For 12 days last month, the city of Vancouver was abuzz with talk of compassion. Why? Because Karen Armstrong was in town.
Invited by Simon Fraser University's, Centre for Dialogue, Karen Armstrong, 2008 TED Prize winner and one of the most provocative current thinkers on the role of religion in the modern world, led 12 days of conversation on compassion and living a compassionate life throughout the city.
Karen's visit marked the launch of the Greater Vancouver Compassion Network, part of an international movement to build compassionate communities, inspired, in part, by her Charter for Compassion, a document supported and endorsed by both Archbishop Desmond Tutu and the Dali Lama.
While not everyone will agree with her "freelance monotheistic" lens, I believe Karen has much to say to those of us who yearn to treat ourselves and others with greater compassion.
In her best selling book, 12 Steps To A Compassionate Life, Karen has written a full chapter on the importance of self-compassion, a quality that I see as an essential part of compassion fatigue healing and resilience. In her words, -
The Golden Rule requires self knowledge; it asks that we use our own feelings as a guide to our behaviour with others. If we treat ourselves harshly, this is the way we are likely to treat other people. So we need to acquire a healthier and more balanced knowledge of our strengths as well as our weaknesses. ... (to) make a list of our good qualities, talents, and achievements. We recognize flaws in our closest friends, but this does not diminish our affection for them. Nor should it affect the way we value ourselves. Before we can make friends with others, we have to make a friend of our own self. Without denying your faults, remember all the people you have helped, the kind things you have done that nobody noticed, and your successes at home and at work. A sense of humour is also important: we should be able to smile wryly but gently at our failings, in the same way as we tease a friend.
Another self-compassion writer and researcher, Kristin Neff, of the University of Texas (Austin), defines self compassion as, "... acting the same way toward yourself when you are having a difficult time, fail, or notice something you don't like about yourself, as you would toward a friend". She describes this experience of self-compassion in a threefold manner -
- first, you notice that you are suffering,
- second, you feel moved by that suffering in a way that leads to warmth, caring, and the desire to help yourself through understanding and kindness rather than judging yourself harshly,
- and, third, you recognize that your suffering, failure and imperfection is a part of the shared human experience.
She goes on to say:
Instead of just ignoring your pain with a "stiff upper lip" mentality, you stop to tell yourself, "This is really difficult right now.

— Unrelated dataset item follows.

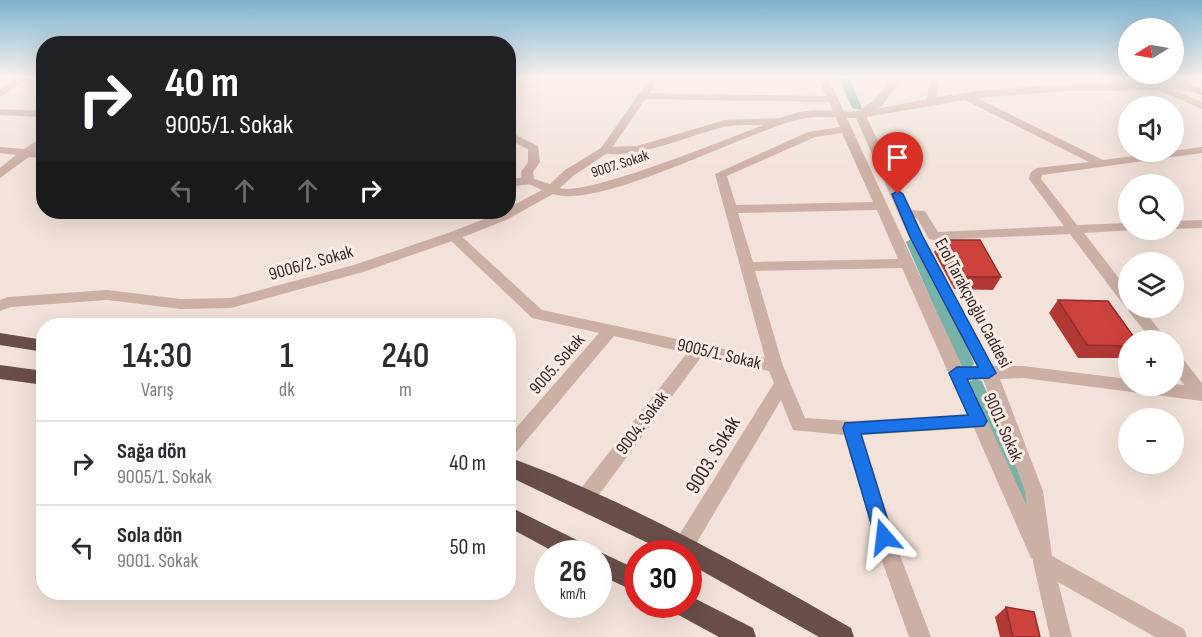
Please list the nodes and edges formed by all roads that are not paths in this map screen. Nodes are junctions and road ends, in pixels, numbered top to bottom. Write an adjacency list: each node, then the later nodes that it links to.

How can I comfort and care for myself in this moment?"
Instead of judging and criticizing yourself mercilessly for various inadequacies or shortcomings, self-compassion means you are kind and understanding when confronted with personal failings - after all, who ever said you were supposed to be perfect? You may try to change in ways that allow you to be more healthy and happy, but this is done because you care about yourself, not because you are worthless or unacceptable as you are.
Perhaps most importantly, having compassion for yourself means that you honour and accept your humanness. Things will not always go the way you want them to. You will encounter frustrations, losses will occur, you will make mistakes, bump up against your limitations, fall short of your ideals. This is the human condition, a reality shared by all of us. The more you open your heart to this reality instead of fighting against it constantly, the more you will be able to feel compassion for yourself and all your fellow humans in the experience of life.
On Kristin's website there is a Self-Compassion Inventory that you might like to try. Again, remember to be kind to yourself regardless your findings. Low self-compassion is not a personal flaw but the result of many factors including your genetic background, your parenting, your education, your religious teaching, your culture, and your multigenerational history of trauma and loss.
Once you recognize a low level of self-compassion, (and, thus, an increased risk for compassion fatigue), there is much you can do to increase your kindness toward yourself. Karen Armstrong puts it this way:
But before you are ready to "embrace the whole world", you must focus on yourself. Begin by drawing on the warmth of friendship (maitri) that you know exists potentially in your mind and direct it to yourself. Notice how much peace, happiness, and benevolence you possess already. Make yourself aware of how much you need and long for loving friendship. Next, become conscious of your anger, fear, and anxiety. Look deeply into the seeds of rage within yourself. Bring to mind some of your past suffering. You long to be free of this pain, so try gently to put aside your current irritations, frustrations, and worries and feel compassion (karuna) for your conflicted, struggling self. Then bring your capacity for joy (midita) to the surface and take conscious pleasure in things we all tend to take for granted: good health, family, friends, work, and life's tiny pleasures. Finally, look at yourself with upeksha ("evenmindedness", nonattachment). You are not unique. You have failings, but so does everybody else. You also have talents, and, like every other being on the planet, you deserve compassion, joy, and friendship.
The process Karen describes here could take some time and is probably best done slowly with the companioning of a trusted therapist, coach, spiritual director or clergyperson. If you would like some exercises to guide your exploration, you will find some on Kristin's website.